But the number of organizations that choose to pay — it’s probably surprising to people, but about half of the clients that my company work with choose to pay. Nobody wants to pay, but they feel like they have no better option. When you think about the problem today, it's much more than just ransomware. It's what we call multifaceted extortion. So these threat actors apply so much pressure to victim organizations. They try to embarrass them, they try to disrupt current business operations, they end up impacting future business operations. They ask for a lot of money and, quite frankly, they get paid very often.
Nicci Brown: How easy is it to catch them? We've seen some cases.
Charles Carmakal: It can be difficult. Most of these folks operate in countries that are outside of North America. So a lot of times, many of these individuals are operating in Eastern European countries, sometimes it's Russia, sometimes it's Ukraine, but it's . . . sometimes it's the Latvias, the Estonias, the Romanias, lots of other countries. Some of these countries don't have extradition laws with the United States, some of them don't want to take action on these criminals. And so, in a way, these criminals feel like they're operating without any real risks or repercussions.

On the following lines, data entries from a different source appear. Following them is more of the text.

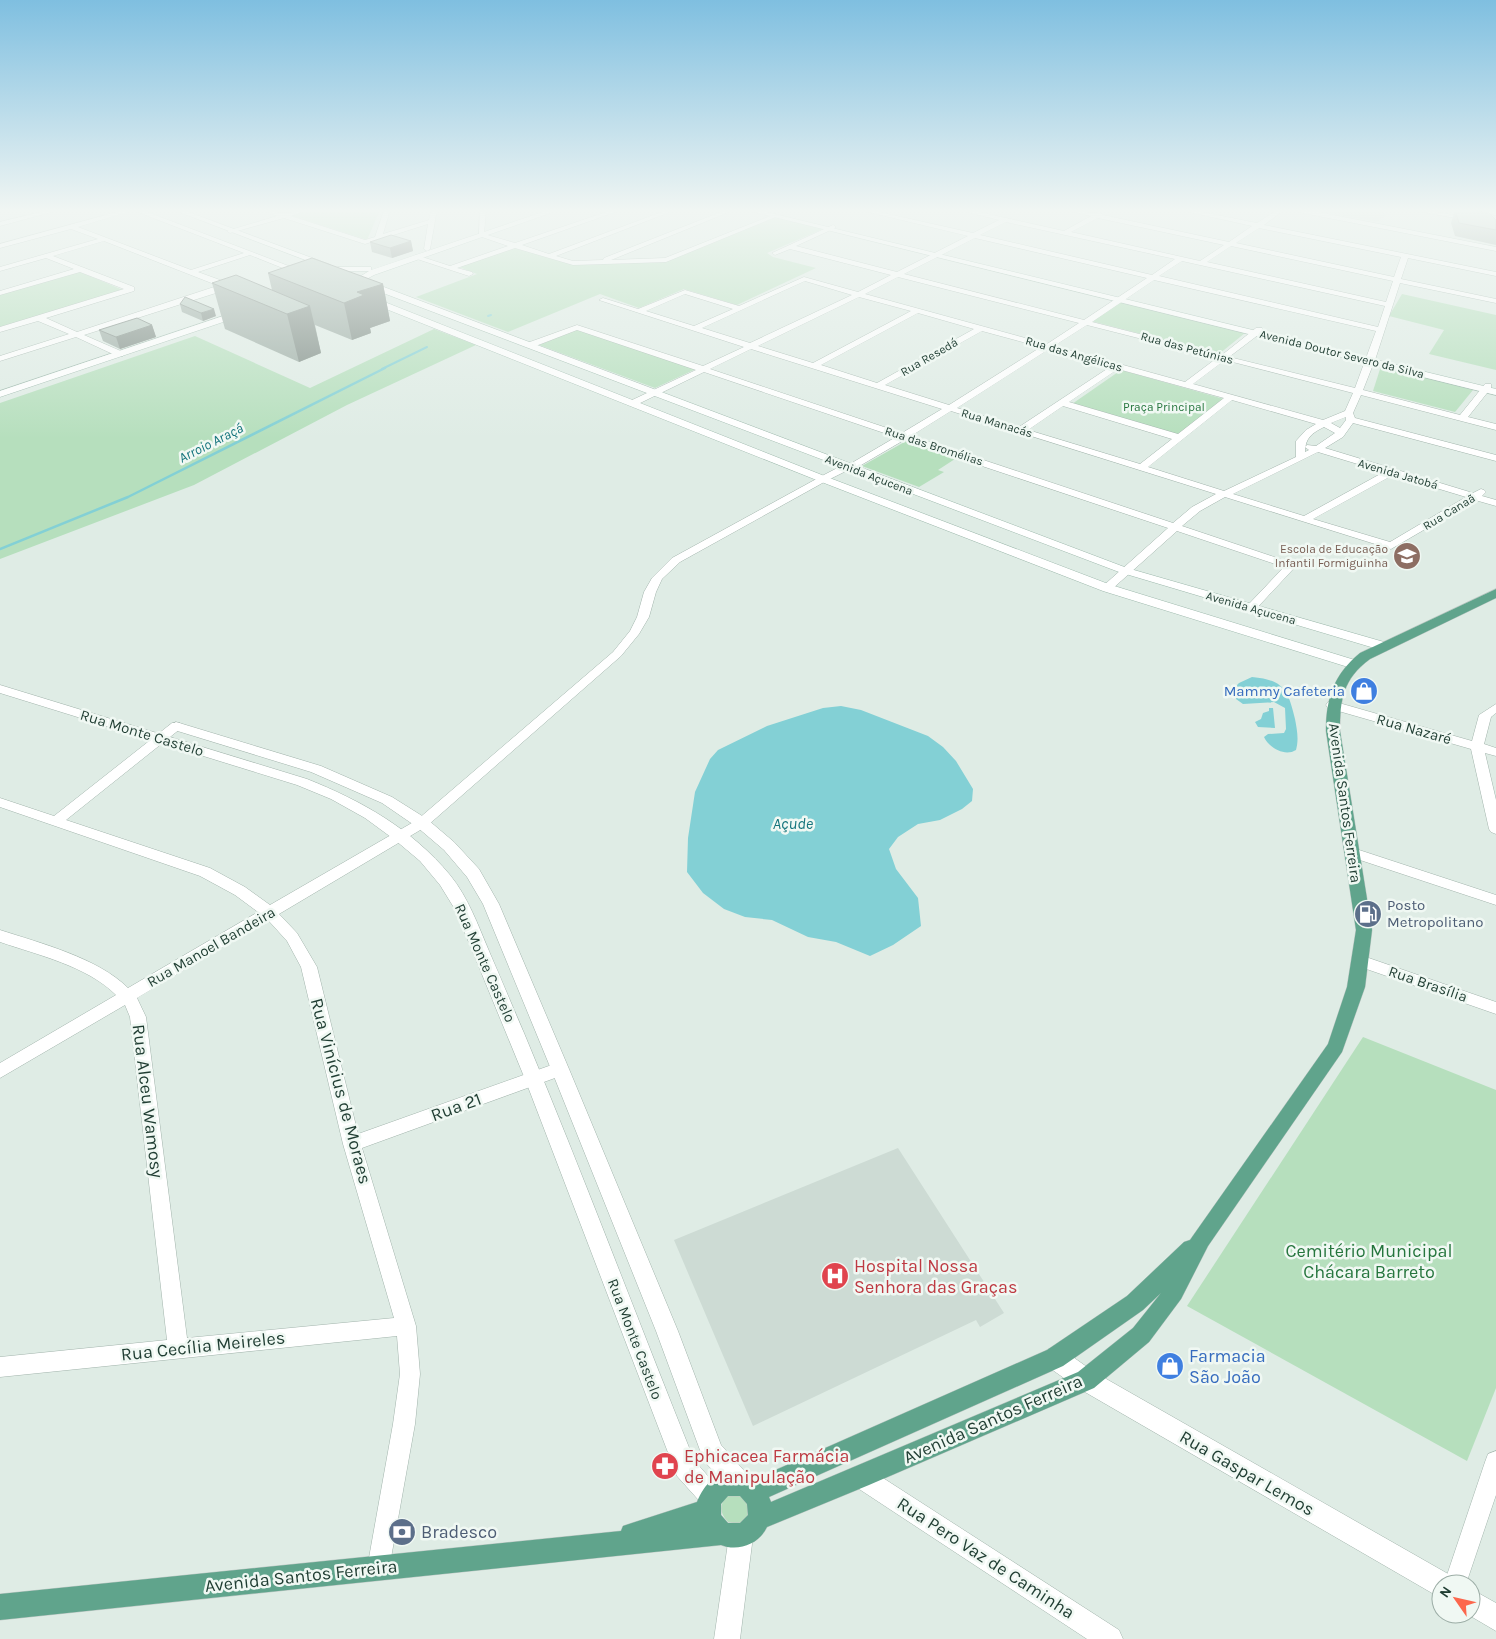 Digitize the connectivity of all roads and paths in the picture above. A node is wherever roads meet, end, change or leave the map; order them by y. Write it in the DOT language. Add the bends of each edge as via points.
graph roads {
  1 [pos="19,286"];
  2 [pos="126,286"];
  3 [pos="221,286"];
  4 [pos="369,286"];
  5 [pos="787,286"];
  6 [pos="831,286"];
  7 [pos="873,286"];
  8 [pos="948,286"];
  9 [pos="1071,286"];
  10 [pos="1140,286"];
  11 [pos="1194,286"];
  12 [pos="1305,286"];
  13 [pos="1395,286"];
  14 [pos="1429,286"];
  15 [pos="0,292"];
  16 [pos="858,294"];
  17 [pos="359,295"];
  18 [pos="1122,299"];
  19 [pos="604,300"];
  20 [pos="1496,300"];
  21 [pos="1389,305"];
  22 [pos="739,308"];
  23 [pos="918,310"];
  24 [pos="640,311"];
  25 [pos="39,318"];
  26 [pos="1086,321"];
  27 [pos="981,328"];
  28 [pos="694,329"];
  29 [pos="0,330"];
  30 [pos="1381,330"];
  31 [pos="1256,331"];
  32 [pos="76,335"];
  33 [pos="530,345"];
  34 [pos="751,346"];
  35 [pos="1047,346"];
  36 [pos="120,354"];
  37 [pos="1223,357"];
  38 [pos="0,359"];
  39 [pos="1372,359"];
  40 [pos="813,366"];
  41 [pos="1117,366"];
  42 [pos="703,370"];
  43 [pos="1187,385"];
  44 [pos="878,386"];
  45 [pos="1491,389"];
  46 [pos="1359,392"];
  47 [pos="654,393"];
  48 [pos="1,394"];
  49 [pos="1232,398"];
  50 [pos="633,402"];
  51 [pos="1063,403"];
  52 [pos="948,408"];
  53 [pos="1350,417"];
  54 [pos="1462,418"];
  55 [pos="1323,423"];
  56 [pos="1496,427"];
  57 [pos="1021,430"];
  58 [pos="1340,435"];
  59 [pos="904,436"];
  60 [pos="1180,438"];
  61 [pos="1303,439"];
  62 [pos="1319,448"];
  63 [pos="1301,457"];
  64 [pos="1494,458"];
  65 [pos="846,467"];
  66 [pos="1141,468"];
  67 [pos="1392,472"];
  68 [pos="822,479"];
  69 [pos="1224,494"];
  70 [pos="1478,494"];
  71 [pos="1496,496"];
  72 [pos="1496,503"];
  73 [pos="1305,519"];
  74 [pos="1176,527"];
  75 [pos="1391,546"];
  76 [pos="1123,570"];
  77 [pos="1107,588"];
  78 [pos="1496,593"];
  79 [pos="1251,608"];
  80 [pos="1294,620"];
  81 [pos="1239,628"];
  82 [pos="1284,642"];
  83 [pos="1386,647"];
  84 [pos="1353,664"];
  85 [pos="0,690"];
  86 [pos="1332,705"];
  87 [pos="1496,708"];
  88 [pos="176,726"];
  89 [pos="160,739"];
  90 [pos="1477,747"];
  91 [pos="1496,752"];
  92 [pos="2,805"];
  93 [pos="56,821"];
  94 [pos="422,823"];
  95 [pos="1496,830"];
  96 [pos="400,836"];
  97 [pos="1353,853"];
  98 [pos="1496,900"];
  99 [pos="270,912"];
  100 [pos="0,936"];
  101 [pos="1360,961"];
  102 [pos="127,996"];
  103 [pos="1496,1008"];
  104 [pos="560,1069"];
  105 [pos="0,1071"];
  106 [pos="534,1079"];
  107 [pos="352,1144"];
  108 [pos="1201,1239"];
  109 [pos="406,1326"];
  110 [pos="178,1349"];
  111 [pos="1055,1358"];
  112 [pos="0,1367"];
  113 [pos="1086,1380"];
  114 [pos="1496,1462"];
  115 [pos="861,1477"];
  116 [pos="747,1488"];
  117 [pos="710,1504"];
  118 [pos="740,1529"];
  119 [pos="602,1545"];
  120 [pos="378,1568"];
  121 [pos="1458,1574"];
  122 [pos="1431,1578"];
  123 [pos="0,1607"];
  124 [pos="727,1639"];
  125 [pos="1110,1639"];
  1 -- 15 [label="street"];
  2 -- 25 [label="street" via="132,289"];
  3 -- 32 [label="street"];
  4 -- 33 [label="main road, Avenida Açucena"];
  5 -- 22 [label="street, Rua das Angélicas"];
  6 -- 16 [label="street, Rua das Angélicas"];
  7 -- 16 [label="street"];
  8 -- 26 [label="street, Rua das Petúnias"];
  9 -- 18 [label="main road, Avenida Doutor Severo da Silva"];
  10 -- 18 [label="street, Rua Manoel Bandeira"];
  11 -- 30 [label="street"];
  12 -- 21 [label="street"];
  13 -- 21 [label="street"];
  14 -- 20 [label="street"];
  16 -- 23 [label="street, Rua das Angélicas"];
  16 -- 34 [label="street"];
  17 -- 50 [label="main road, Avenida Açucena"];
  18 -- 26 [label="street, Rua Manoel Bandeira"];
  18 -- 31 [label="main road, Avenida Doutor Severo da Silva"];
  19 -- 24 [label="street, Rua Manacás"];
  21 -- 30 [label="street"];
  22 -- 24 [label="street" via="685,292"];
  22 -- 28 [label="street"];
  23 -- 27 [label="street, Rua das Angélicas"];
  23 -- 40 [label="street"];
  24 -- 28 [label="street, Rua Manacás"];
  25 -- 29 [label="street"];
  25 -- 32 [label="street"];
  26 -- 35 [label="street, Rua Manoel Bandeira"];
  26 -- 37 [label="street, Rua das Petúnias"];
  27 -- 35 [label="street, Rua das Angélicas"];
  27 -- 44 [label="street, Rua Resedá"];
  28 -- 34 [label="street, Rua Manacás"];
  30 -- 39 [label="street"];
  31 -- 37 [label="street"];
  31 -- 39 [label="main road, Avenida Doutor Severo da Silva"];
  32 -- 36 [label="street"];
  32 -- 38 [label="street"];
  33 -- 42 [label="street, Rua das Bromélias" via="577,327"];
  33 -- 47 [label="main road, Avenida Açucena"];
  34 -- 40 [label="street, Rua Manacás"];
  34 -- 42 [label="street"];
  35 -- 41 [label="street, Rua das Angélicas"];
  35 -- 52 [label="street, Rua Manoel Bandeira"];
  36 -- 48 [label="main road"];
  36 -- 48 [label="main road" via="247,313"];
  37 -- 43 [label="street"];
  37 -- 46 [label="street, Rua das Petúnias"];
  39 -- 45 [label="main road, Avenida Doutor Severo da Silva"];
  39 -- 46 [label="street"];
  40 -- 44 [label="street, Rua Manacás"];
  41 -- 43 [label="street, Rua das Angélicas"];
  41 -- 51 [label="street"];
  42 -- 47 [label="street"];
  42 -- 59 [label="street, Rua das Bromélias"];
  43 -- 49 [label="street, Rua das Angélicas"];
  44 -- 52 [label="street, Rua Manacás"];
  45 -- 54 [label="street"];
  46 -- 53 [label="street"];
  46 -- 54 [label="street, Rua das Petúnias"];
  47 -- 50 [label="street"];
  47 -- 65 [label="main road, Avenida Açucena"];
  49 -- 55 [label="street, Rua das Angélicas"];
  49 -- 60 [label="street"];
  50 -- 68 [label="main road, Avenida Açucena"];
  51 -- 57 [label="street"];
  51 -- 60 [label="street"];
  52 -- 57 [label="street, Rua Manacás"];
  52 -- 59 [label="street, Rua Manoel Bandeira"];
  53 -- 55 [label="street"];
  53 -- 58 [label="street" via="1347,429"];
  53 -- 64 [label="street"];
  54 -- 56 [label="street, Rua das Petúnias"];
  55 -- 58 [label="street, Rua das Angélicas" via="1338,430"];
  55 -- 61 [label="street"];
  57 -- 66 [label="street, Rua Manacás"];
  58 -- 62 [label="street"];
  59 -- 65 [label="street, Rua Manoel Bandeira"];
  59 -- 74 [label="street, Rua das Bromélias"];
  60 -- 66 [label="street"];
  61 -- 62 [label="street, Avenida Jatobá"];
  61 -- 63 [label="street"];
  62 -- 63 [label="street"];
  62 -- 67 [label="street, Avenida Jatobá"];
  62 -- 70 [label="street, Avenida Jatobá"];
  63 -- 69 [label="street"];
  65 -- 68 [label="street, Rua Manoel Bandeira"];
  65 -- 76 [label="main road, Avenida Açucena"];
  66 -- 69 [label="street, Rua Manacás"];
  67 -- 70 [label="street, Avenida Jatobá"];
  67 -- 73 [label="street"];
  68 -- 77 [label="main road, Avenida Açucena"];
  68 -- 94 [label="street, Rua Manoel Bandeira" via="668,566 653,585 635,632 617,654"];
  69 -- 73 [label="street, Rua Manacás"];
  69 -- 74 [label="street" via="1196,509"];
  70 -- 71 [label="street, Avenida Jatobá"];
  70 -- 72 [label="street, Avenida Jatobá"];
  70 -- 75 [label="street, Rua Canaã"];
  73 -- 75 [label="street, Rua Manacás"];
  74 -- 76 [label="street"];
  74 -- 79 [label="street, Rua das Bromélias" via="1292,566"];
  76 -- 77 [label="street"];
  76 -- 79 [label="main road, Avenida Açucena"];
  77 -- 81 [label="main road, Avenida Açucena"];
  78 -- 83 [label="main road, Avenida Santos Ferreira"];
  79 -- 80 [label="main road, Avenida Açucena"];
  79 -- 81 [label="main road" via="1242,618"];
  80 -- 82 [label="main road" via="1296,632"];
  80 -- 83 [label="main road, Avenida Açucena"];
  81 -- 82 [label="main road, Avenida Açucena"];
  82 -- 84 [label="main road, Avenida Açucena"];
  83 -- 84 [label="main road, Avenida Santos Ferreira"];
  84 -- 86 [label="main road, Avenida Santos Ferreira" via="1340,682"];
  85 -- 89 [label="main road, Rua Monte Castelo"];
  86 -- 90 [label="street, Rua Nazaré"];
  86 -- 97 [label="main road, Avenida Santos Ferreira" via="1333,731"];
  87 -- 90 [label="street" via="1485,715"];
  88 -- 89 [label="street"];
  88 -- 94 [label="main road, Rua Monte Castelo" via="316,769 387,800"];
  89 -- 93 [label="street"];
  89 -- 96 [label="main road, Rua Monte Castelo" via="319,789 370,814"];
  90 -- 91 [label="street, Rua Nazaré"];
  90 -- 95 [label="street"];
  92 -- 93 [label="street, Rua Vinícius de Moraes"];
  93 -- 99 [label="street, Rua Vinícius de Moraes" via="205,872"];
  94 -- 96 [label="street, Rua Manoel Bandeira"];
  94 -- 104 [label="main road, Rua Monte Castelo" via="473,873 491,904"];
  96 -- 99 [label="street, Rua Manoel Bandeira"];
  96 -- 106 [label="main road, Rua Monte Castelo" via="446,881 464,910"];
  97 -- 98 [label="street"];
  97 -- 101 [label="main road, Avenida Santos Ferreira" via="1364,930"];
  99 -- 102 [label="street, Rua Manoel Bandeira"];
  99 -- 107 [label="street, Rua Vinícius de Moraes" via="292,937 309,967"];
  100 -- 102 [label="street, Rua Alceu Wamosy" via="89,970"];
  101 -- 103 [label="street, Rua Brasília"];
  101 -- 108 [label="main road, Avenida Santos Ferreira" via="1356,987 1336,1047"];
  102 -- 105 [label="street, Rua Manoel Bandeira"];
  102 -- 110 [label="street, Rua Alceu Wamosy" via="138,1017"];
  104 -- 106 [label="street, Rua 21"];
  104 -- 116 [label="main road, Rua Monte Castelo" via="667,1332 712,1453"];
  106 -- 107 [label="street, Rua 21"];
  106 -- 117 [label="main road, Rua Monte Castelo" via="685,1468"];
  107 -- 109 [label="street, Rua Vinícius de Moraes"];
  108 -- 111 [label="main road, Avenida Santos Ferreira" via="1136,1303"];
  108 -- 113 [label="main road, Avenida Santos Ferreira" via="1174,1292 1141,1335"];
  109 -- 110 [label="street, Rua Cecília Meireles"];
  109 -- 120 [label="street, Rua Vinícius de Moraes" via="410,1374"];
  110 -- 112 [label="street, Rua Cecília Meireles"];
  111 -- 113 [label="main road, Rua Gaspar Lemos"];
  111 -- 116 [label="main road, Avenida Santos Ferreira"];
  113 -- 115 [label="main road, Avenida Santos Ferreira"];
  113 -- 122 [label="main road, Rua Gaspar Lemos"];
  114 -- 121 [label="street"];
  115 -- 118 [label="main road, Avenida Santos Ferreira"];
  115 -- 125 [label="main road, Rua Pero Vaz de Caminha"];
  116 -- 117 [label="main road" via="727,1484 715,1491"];
  116 -- 118 [label="main road" via="759,1509"];
  117 -- 118 [label="main road" via="714,1528"];
  117 -- 119 [label="main road, Avenida Santos Ferreira"];
  118 -- 119 [label="main road, Avenida Santos Ferreira"];
  118 -- 124 [label="main road"];
  119 -- 120 [label="main road, Avenida Santos Ferreira"];
  120 -- 123 [label="main road, Avenida Santos Ferreira"];
} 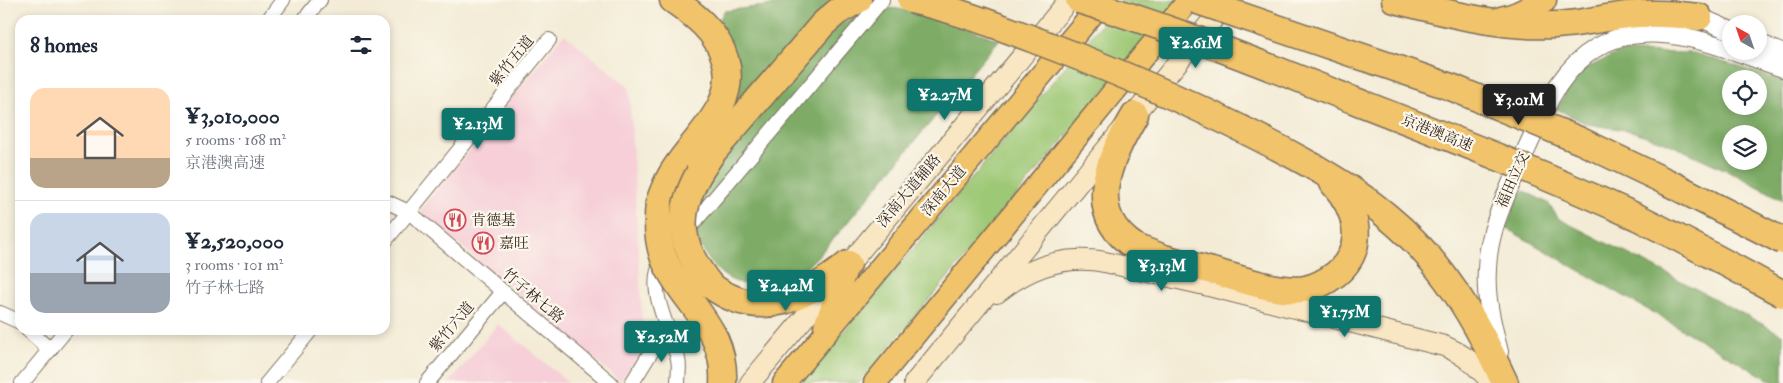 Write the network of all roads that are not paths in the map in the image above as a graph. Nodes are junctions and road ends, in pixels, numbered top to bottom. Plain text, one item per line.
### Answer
1 (283, 0) edge
2 (320, 0) edge
3 (673, 0) edge
4 (882, 0) edge
5 (911, 0) edge
6 (1069, 0) edge
7 (1079, 0) edge
8 (1104, 0) edge
9 (1188, 0) edge
10 (1195, 0) edge
11 (1229, 0) edge
12 (1395, 0) edge
13 (1543, 0) edge
14 (1671, 0) edge
15 (847, 6) edge
16 (272, 15) edge
17 (308, 15) edge
18 (1699, 17) junction
19 (1493, 22) junction
20 (1722, 27) edge
21 (549, 40) dead end
22 (1722, 47) edge
23 (1768, 47) edge
24 (1783, 54) edge
25 (1760, 60) edge
26 (1783, 68) edge
27 (1135, 115) junction
28 (1316, 168) junction
29 (390, 202) edge
30 (409, 212) junction
31 (390, 235) edge
32 (1783, 241) edge
33 (1132, 257) junction
34 (848, 264) junction
35 (1208, 278) junction
36 (503, 292) junction
37 (1783, 294) edge
38 (0, 313) edge
39 (969, 316) junction
40 (15, 319) edge
41 (667, 326) junction
42 (34, 335) edge
43 (62, 335) edge
44 (307, 335) edge
45 (814, 347) junction
46 (50, 350) junction
47 (22, 383) edge
48 (267, 383) edge
49 (427, 383) edge
50 (611, 383) edge
51 (632, 383) edge
52 (678, 383) edge
53 (723, 383) edge
54 (750, 383) edge
55 (784, 383) edge
56 (875, 383) edge
57 (914, 383) edge
58 (1492, 383) edge
59 (1505, 383) edge

1 - 16 street
2 - 17 street
3 - 53 highway, bridge
4 - 41 street
5 - 28 highway, bridge
6 - 34 main road, 深南大道辅路
7 - 37 highway, 京港澳高速, bridge
8 - 45 main road, 深南大道
9 - 56 main road
10 - 32 highway, bridge
11 - 27 main road
12 - 19 highway
13 - 19 highway
14 - 18 main road
15 - 34 highway, bridge
18 - 19 highway
18 - 20 street
21 - 30 street, 紫竹五道
22 - 59 street, 福田立交
23 - 24 street
25 - 26 street
27 - 33 highway
27 - 39 main road
28 - 35 highway
28 - 59 highway
29 - 30 street, 竹子林七路
30 - 31 street, 紫竹五道
30 - 36 street, 竹子林七路
33 - 35 highway, bridge
33 - 39 main road
34 - 45 main road
34 - 54 main road, 深南大道辅路
35 - 58 main road
36 - 49 street, 紫竹六道
36 - 50 street, 竹子林七路
38 - 40 street
39 - 57 main road
41 - 51 street
41 - 52 street
42 - 46 street
43 - 46 street
44 - 48 street
45 - 55 main road, 深南大道
46 - 47 street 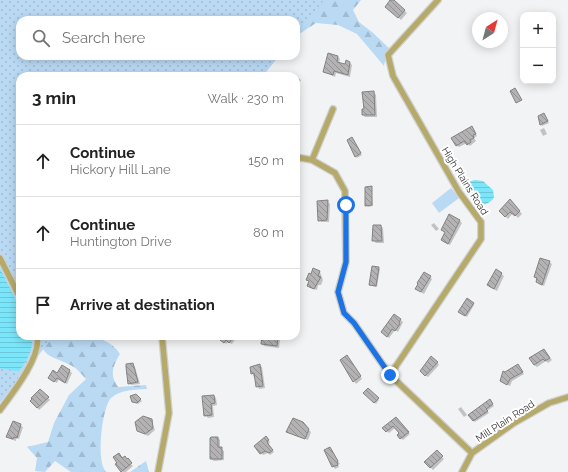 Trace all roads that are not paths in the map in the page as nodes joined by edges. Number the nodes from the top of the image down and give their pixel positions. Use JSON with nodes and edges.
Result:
{"nodes":[{"id":1,"x":438,"y":0,"type":"edge"},
{"id":2,"x":333,"y":109,"type":"dead end"},
{"id":3,"x":300,"y":158,"type":"edge"},
{"id":4,"x":312,"y":160,"type":"junction"},
{"id":5,"x":0,"y":258,"type":"edge"},
{"id":6,"x":16,"y":290,"type":"edge"},
{"id":7,"x":37,"y":340,"type":"edge"},
{"id":8,"x":162,"y":340,"type":"edge"},
{"id":9,"x":390,"y":375,"type":"junction"},
{"id":10,"x":568,"y":397,"type":"edge"},
{"id":11,"x":0,"y":410,"type":"edge"},
{"id":12,"x":472,"y":453,"type":"junction"},
{"id":13,"x":158,"y":472,"type":"edge"},
{"id":14,"x":462,"y":472,"type":"edge"}],
"edges":[{"from":1,"to":9,"type":"street","name":"High Plains Road"},
{"from":2,"to":4,"type":"street"},
{"from":3,"to":4,"type":"street"},
{"from":4,"to":9,"type":"street"},
{"from":5,"to":6,"type":"street"},
{"from":7,"to":11,"type":"street"},
{"from":8,"to":13,"type":"street"},
{"from":9,"to":12,"type":"street"},
{"from":10,"to":12,"type":"street","name":"Mill Plain Road"},
{"from":12,"to":14,"type":"street","name":"Mill Plain Road"}]}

Now, with that said, there have been a number of wins from a law enforcement perspective. We've seen Ukraine arrest a number of people, we've seen the Russian government arrest a number of people in recent time. And so it's pretty interesting to see some of the outcomes and some of the law enforcement wins. These intrusion operations will continue, but what is good is each time a criminal gets arrested and each time law enforcement does things like seizes computer infrastructure, takes over websites and says that it's been seized by the government or reclaims/steals money from threat actors, it creates more fear and uncertainty with threat actors.
You got to think about how the operation occurred. A lot of these people that are threat actors, to them, this feels like a 9 to 5 job for them. So they've got families, they've got kids. When the risk to them of potentially getting arrested and potentially getting taken away from their families becomes more and more realized, you'll start to have — we are already seeing it — some of these threat actors no longer want to do what they maybe had done for a long time because they felt that it was safe. They're getting scared.
Now, there's always going to be the brazen threat actors out there that don't care, will be very brazen, and will speak out against governments and law enforcement and antagonize law enforcement. But over time, many of these folks will be caught. By the way, we know who a lot of these folks are — you just can't touch them because they're in countries that won't do anything to them. But when you can't touch them, one thing you can do is you can indict them. That means that you can get their name and their photo out there. You can sanction them, so that it makes it harder for them to acquire money and to do anything with the money that they have.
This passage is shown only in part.